After two days of warm and safe, we reached the trade-off point between keeping lamb warm versus teaching lamb to follow mum. To complicate matter further, Rubitu wasn’t eating properly – yes the sheep nuts were very nice, but what she really wanted was fresh greenery. The odd large handful of dock leaves went down well, but we couldn’t spend all our time picking salad for her.

The morning of the big day felt a bit too cold, but shortly after lunch we decided it was finally warm enough. The plan was for a simple division of labour: my partner went to let Rubitu out and see if lamb would follow, I went to install some new cat-flaps as the rodent-suppression team need access to some more out-buildings.

The thing I really need to emphasise is that Rubitu and lamb were in the greenhouse, which is fenced off from the sheep to protect all those young plants being raised just outside the greenhouse. Sheep have no respect for the plants you care about. There is a hedge just inside the fence protecting the trees and we had to beef-up the fence to stop them reaching through and eating said hedge.

It turns out that Rubitu likes strawberries – not the fruit, but the plant. In fact she more than just likes them, but if she can’t have strawberry plants, well those young willow saplings look tasty. Are those raspberries at the back? Rubitu was in sheep gastro-heaven. So much to choose from, but she couldn’t eat a whole one, or at least not before my partner intervened and shooed her off.
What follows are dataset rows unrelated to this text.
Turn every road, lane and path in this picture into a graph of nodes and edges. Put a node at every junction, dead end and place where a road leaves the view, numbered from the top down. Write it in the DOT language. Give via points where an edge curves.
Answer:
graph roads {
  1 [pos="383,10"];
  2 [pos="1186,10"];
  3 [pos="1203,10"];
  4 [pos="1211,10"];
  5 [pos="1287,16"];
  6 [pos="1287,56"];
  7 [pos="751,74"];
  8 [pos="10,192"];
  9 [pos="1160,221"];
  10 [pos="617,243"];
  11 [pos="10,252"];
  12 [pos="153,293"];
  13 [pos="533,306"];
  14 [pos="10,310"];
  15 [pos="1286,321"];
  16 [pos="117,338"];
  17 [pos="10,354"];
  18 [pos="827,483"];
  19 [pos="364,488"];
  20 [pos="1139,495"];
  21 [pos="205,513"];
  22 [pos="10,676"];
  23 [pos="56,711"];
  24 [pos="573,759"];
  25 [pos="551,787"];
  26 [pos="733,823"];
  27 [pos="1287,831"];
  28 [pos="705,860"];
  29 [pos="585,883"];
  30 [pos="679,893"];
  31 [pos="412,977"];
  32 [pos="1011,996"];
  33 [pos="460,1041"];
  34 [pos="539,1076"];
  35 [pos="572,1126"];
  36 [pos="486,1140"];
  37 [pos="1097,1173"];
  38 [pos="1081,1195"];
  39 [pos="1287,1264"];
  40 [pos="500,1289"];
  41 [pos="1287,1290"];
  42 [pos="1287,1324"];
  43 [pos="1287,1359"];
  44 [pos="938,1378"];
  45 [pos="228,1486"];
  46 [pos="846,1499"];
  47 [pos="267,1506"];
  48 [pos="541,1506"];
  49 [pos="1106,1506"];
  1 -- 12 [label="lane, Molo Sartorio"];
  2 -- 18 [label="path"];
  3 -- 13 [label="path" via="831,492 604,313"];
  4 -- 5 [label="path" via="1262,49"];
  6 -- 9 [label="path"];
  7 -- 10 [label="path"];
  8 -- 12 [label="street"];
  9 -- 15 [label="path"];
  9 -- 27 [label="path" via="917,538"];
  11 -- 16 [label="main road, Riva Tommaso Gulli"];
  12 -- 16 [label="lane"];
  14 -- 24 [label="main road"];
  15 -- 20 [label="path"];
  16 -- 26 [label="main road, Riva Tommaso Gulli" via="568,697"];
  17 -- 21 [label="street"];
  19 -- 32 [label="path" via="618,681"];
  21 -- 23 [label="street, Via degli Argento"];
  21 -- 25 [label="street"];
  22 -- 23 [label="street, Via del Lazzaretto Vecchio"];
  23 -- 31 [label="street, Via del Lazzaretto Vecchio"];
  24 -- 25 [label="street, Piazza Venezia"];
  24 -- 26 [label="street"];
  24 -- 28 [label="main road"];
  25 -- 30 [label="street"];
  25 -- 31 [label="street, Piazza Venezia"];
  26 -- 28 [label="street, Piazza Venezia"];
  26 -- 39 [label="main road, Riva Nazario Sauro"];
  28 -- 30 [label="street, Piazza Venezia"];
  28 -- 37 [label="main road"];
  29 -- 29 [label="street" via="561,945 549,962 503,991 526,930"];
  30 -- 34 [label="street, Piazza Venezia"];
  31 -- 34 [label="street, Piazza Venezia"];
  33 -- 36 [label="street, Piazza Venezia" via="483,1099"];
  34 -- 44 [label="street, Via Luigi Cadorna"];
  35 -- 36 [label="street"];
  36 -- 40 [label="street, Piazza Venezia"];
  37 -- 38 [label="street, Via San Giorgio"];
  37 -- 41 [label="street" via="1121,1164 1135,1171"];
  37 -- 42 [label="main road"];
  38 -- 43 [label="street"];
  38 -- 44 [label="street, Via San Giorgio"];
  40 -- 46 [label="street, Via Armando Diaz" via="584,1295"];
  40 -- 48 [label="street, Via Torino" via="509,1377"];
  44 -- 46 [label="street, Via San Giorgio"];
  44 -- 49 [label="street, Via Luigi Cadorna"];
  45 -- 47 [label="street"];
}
It took two of us to get Rubitu and lamb out into the field, one to move the lamb, one to defend the plants. Junior now goes out during the day, but he has another few nights in the warm, so Rubitu has those brief few moments, morning and evening, to give the strawberries a good look, or perhaps a quick munch if we’re not paying attention.

Wednesday 26 April 2017

A Wash With Trouble

A day with a long list of jobs is almost a guarantee of something going wrong. As a matter of practicality, I started with laundry, hanging out the wash whilst my partner went to feed the sheep. It’s been a nice, bright and sunny day with a crisp and bone-biting northerly wind so you stay awake to enjoy it. I was in the middle of juggling pegs when my partner shouted for help.

In the hour or so since I last checked, our final ewe for the season went from nothing to lambed. And in trouble. On a day with serious wind-chill.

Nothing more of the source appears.